Pass Christian homeowner shocked by tax bill 20 times higher

By Danielle Thomas - bio | email

PASS CHRISTIAN (WLOX) - An 81-year-old Pass Christian man says he nearly fainted when he received a property tax bill 20 times what it was the year before the recent reappraisal. Now William Barrentine says what he can't get is a straight answer on why the taxes on his house have increased by so much.

William Barrentine and his wife decided to buy a house in Pass Christian 22 years ago. He says after retiring from General Electric he wanted to live in the town that held so many wonderful childhood memories.

"Every since I was a teenager in Greenwood, we come down here," said Barrentine. "I knew about Pass Christian, loved Pass Christian. Beautiful city. "

Barrentine says being able to pay the bills is a growing concern these days. He says most of his nest egg is tied up in General Electric stock which is way down in value. His wife recently became bedridden after a stroke. Then came another devastating blow.
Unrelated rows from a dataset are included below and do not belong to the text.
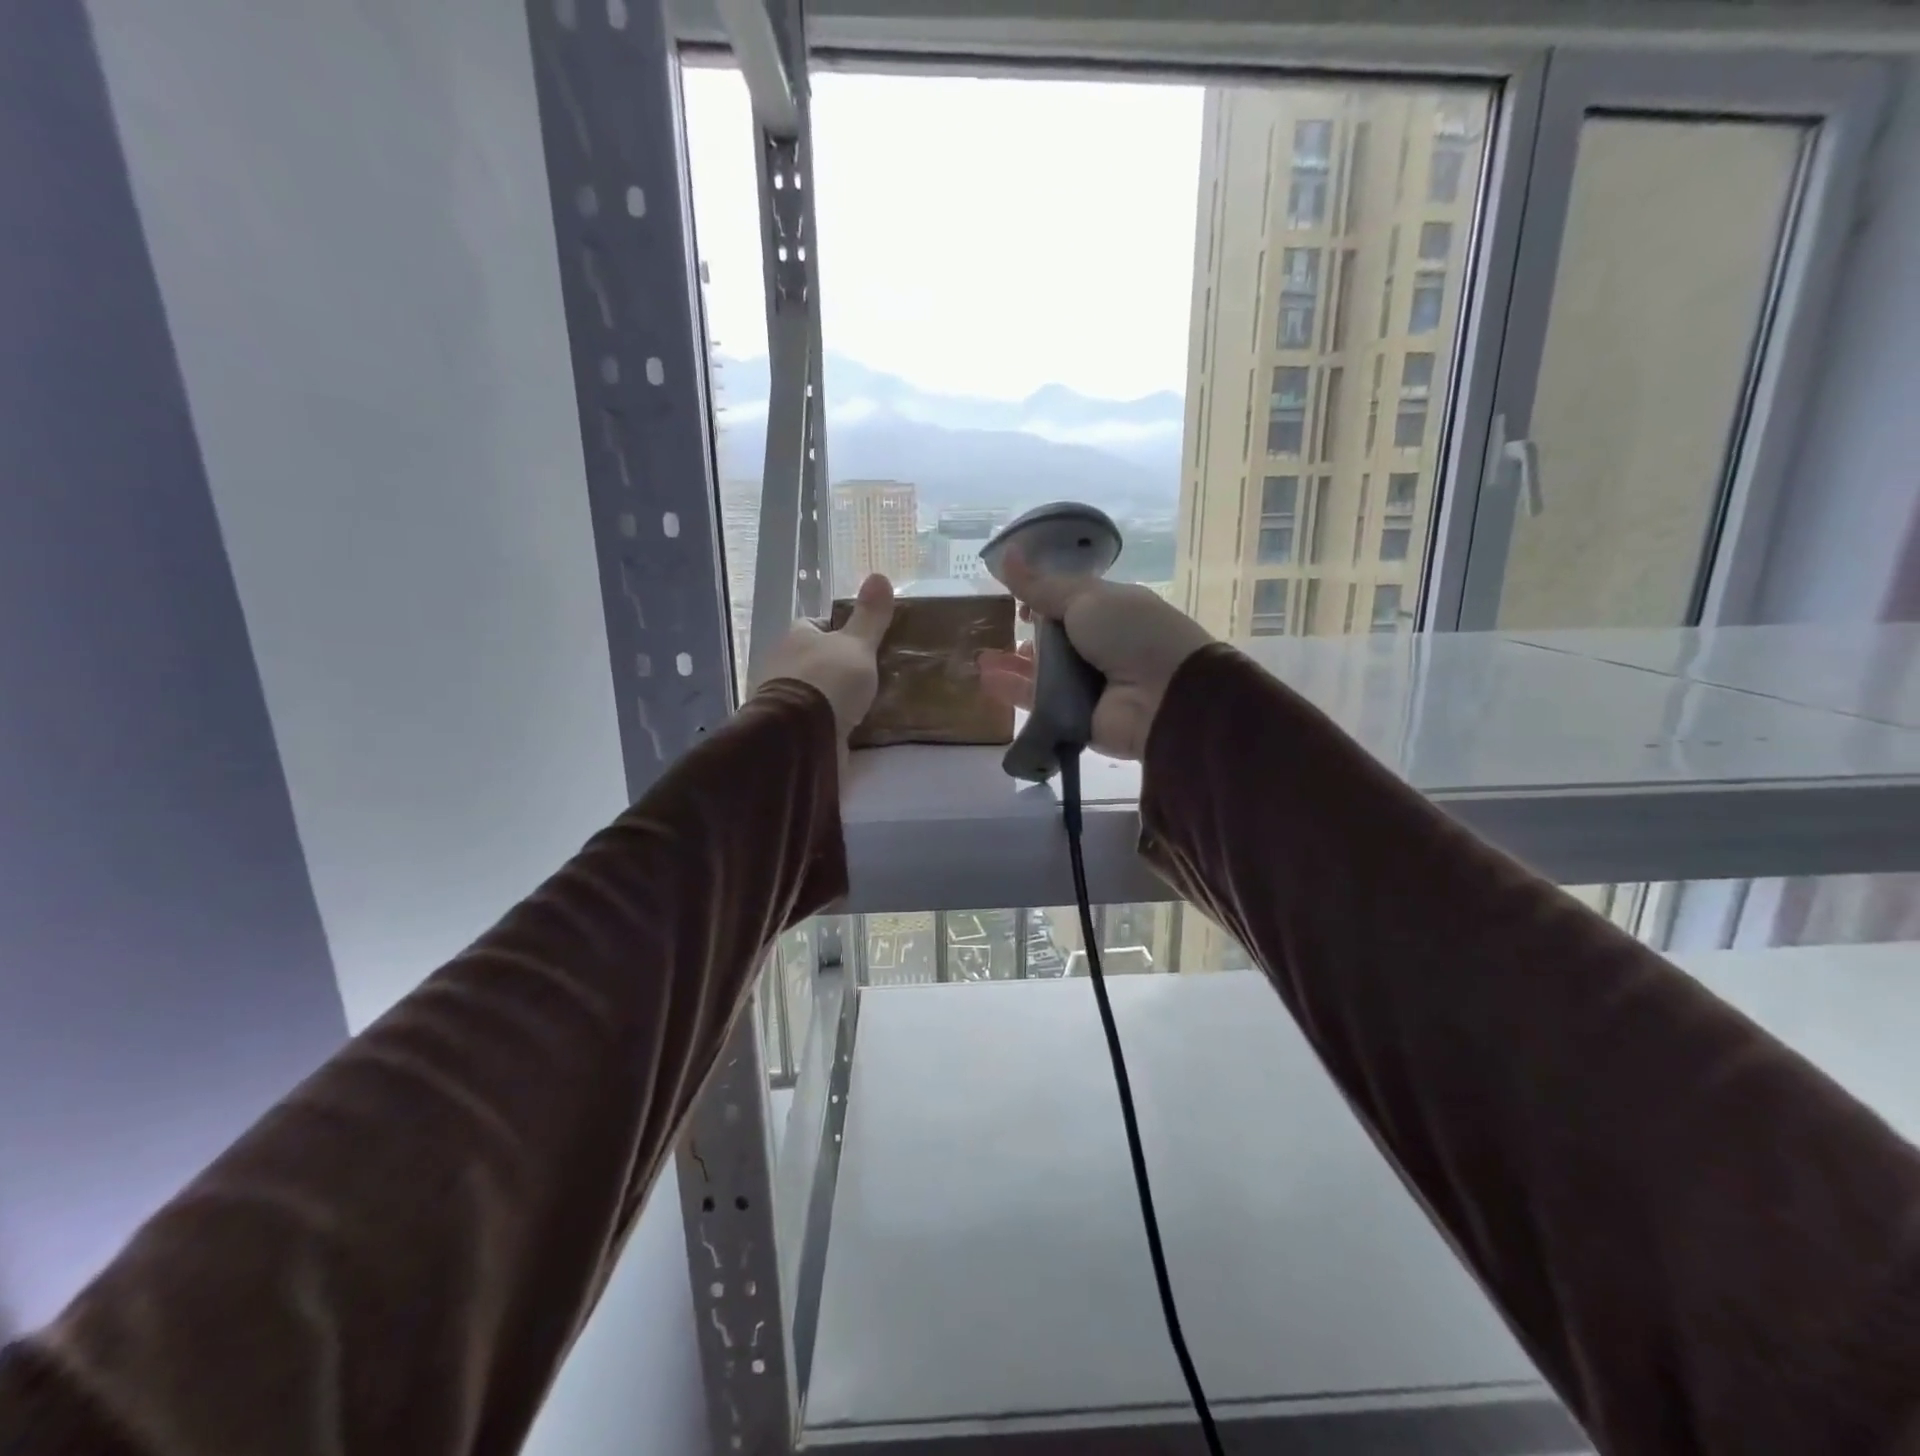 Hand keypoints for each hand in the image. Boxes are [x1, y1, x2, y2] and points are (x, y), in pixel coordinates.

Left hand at [755, 573, 895, 741]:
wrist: (802, 736)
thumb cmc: (829, 680)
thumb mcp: (857, 644)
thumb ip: (870, 616)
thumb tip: (879, 575)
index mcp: (795, 637)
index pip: (815, 625)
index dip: (839, 631)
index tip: (864, 643)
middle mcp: (783, 664)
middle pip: (815, 659)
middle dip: (837, 666)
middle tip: (871, 675)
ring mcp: (783, 699)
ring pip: (814, 690)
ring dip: (833, 696)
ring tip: (867, 704)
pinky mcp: (789, 730)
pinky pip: (815, 719)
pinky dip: (830, 721)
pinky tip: (852, 727)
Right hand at [977, 552, 1212, 760]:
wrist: (1165, 696)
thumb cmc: (1132, 634)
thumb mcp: (1086, 598)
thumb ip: (1042, 585)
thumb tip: (1006, 553)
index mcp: (1110, 611)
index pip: (1068, 602)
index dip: (1041, 599)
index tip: (1018, 600)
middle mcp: (1099, 647)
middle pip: (1052, 640)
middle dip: (1023, 635)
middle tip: (993, 630)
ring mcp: (1086, 684)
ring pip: (1040, 673)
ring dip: (1011, 663)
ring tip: (981, 657)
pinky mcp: (1074, 717)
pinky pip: (1037, 702)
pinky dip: (1013, 690)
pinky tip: (987, 678) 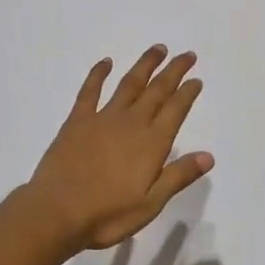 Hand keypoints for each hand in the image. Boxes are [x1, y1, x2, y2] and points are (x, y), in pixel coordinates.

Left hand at [25, 46, 212, 251]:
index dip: (187, 93)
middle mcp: (131, 123)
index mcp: (151, 144)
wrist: (56, 212)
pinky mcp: (78, 120)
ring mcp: (103, 118)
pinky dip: (99, 74)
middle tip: (187, 54)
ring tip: (158, 49)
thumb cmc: (107, 215)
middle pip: (157, 90)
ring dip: (145, 65)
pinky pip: (90, 90)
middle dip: (174, 71)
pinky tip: (106, 62)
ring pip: (129, 83)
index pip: (175, 110)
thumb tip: (208, 156)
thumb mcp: (150, 204)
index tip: (196, 79)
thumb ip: (178, 176) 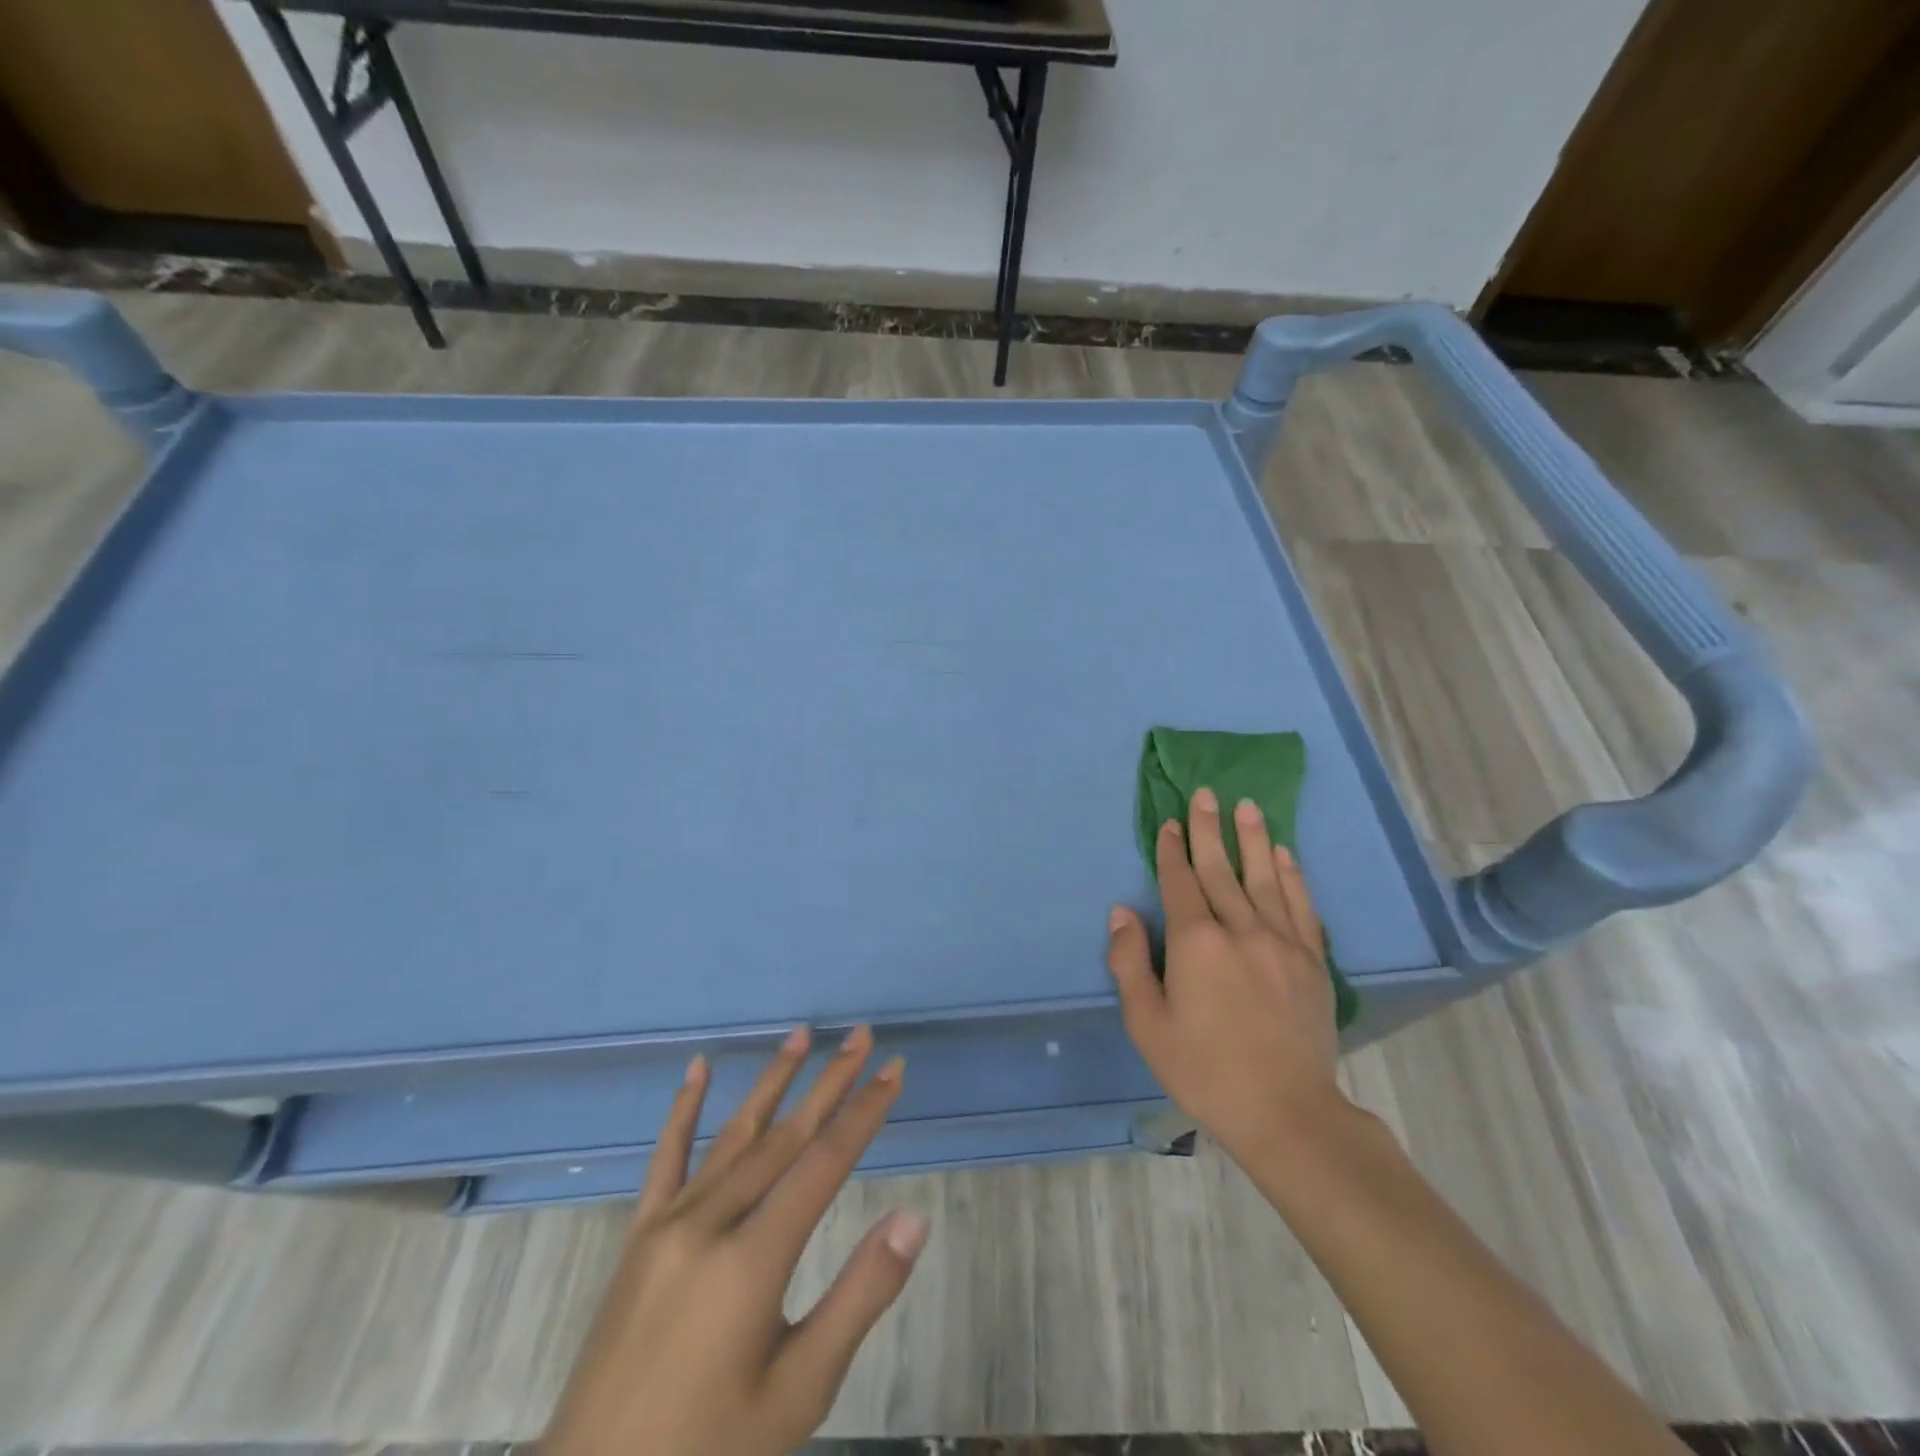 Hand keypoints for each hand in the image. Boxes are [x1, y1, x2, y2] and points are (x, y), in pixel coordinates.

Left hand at [542, 1026, 928, 1455]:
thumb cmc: (709, 1451)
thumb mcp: (799, 1392)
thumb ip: (858, 1298)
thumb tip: (914, 1218)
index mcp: (752, 1259)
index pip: (824, 1163)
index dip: (863, 1112)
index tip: (893, 1069)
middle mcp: (710, 1222)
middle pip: (785, 1136)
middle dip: (829, 1082)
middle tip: (861, 1035)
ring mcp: (669, 1223)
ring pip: (734, 1135)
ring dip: (772, 1081)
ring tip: (801, 1034)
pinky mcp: (640, 1235)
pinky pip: (666, 1159)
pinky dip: (684, 1110)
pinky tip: (697, 1069)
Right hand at [1106, 786, 1345, 1164]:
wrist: (1287, 1112)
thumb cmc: (1204, 1069)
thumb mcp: (1147, 1024)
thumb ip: (1130, 963)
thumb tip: (1122, 913)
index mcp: (1197, 943)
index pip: (1181, 883)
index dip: (1172, 851)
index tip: (1170, 822)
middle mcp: (1241, 929)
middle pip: (1221, 869)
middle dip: (1208, 829)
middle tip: (1205, 793)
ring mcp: (1282, 942)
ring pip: (1264, 877)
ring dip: (1253, 839)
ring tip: (1247, 806)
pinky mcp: (1312, 960)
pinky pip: (1300, 905)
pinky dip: (1292, 876)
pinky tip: (1285, 855)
"I almost went into shock when I got this huge tax bill when I'm sitting here looking at vacant lots," he said. "How in the world could my assessment go up 80-something thousand dollars?"

Barrentine says in 2007, his real property tax bill for the Harrison County, Pass Christian, and school taxes was $139.81. In 2008, the bill totaled more than $2,805.25 even with special homestead exemption given for people over the age of 65.

Barrentine said "I can't find anybody that's in charge. It's a round robin thing. They point at each other then they point to Jackson. I don't know. But somebody's got to be in charge. I know this from experience. If you tax and get the money you're going to spend it. So evidently they need the money but the question is where are they spending it and do they need this much money."

Barrentine says many of his neighbors have been struggling to move back to Pass Christian since Katrina because of flood elevation and insurance. He says high taxes is only adding to the rebuilding problems.

"I like to fainted when I got my tax bill," said Barrentine. "Would I come back if I was living up in Wiggins or someplace like that? Absolutely not. Not with the insurance. Not with the taxes."

Even though he's not happy with his tax bill, William Barrentine has no intention of moving away from Pass Christian.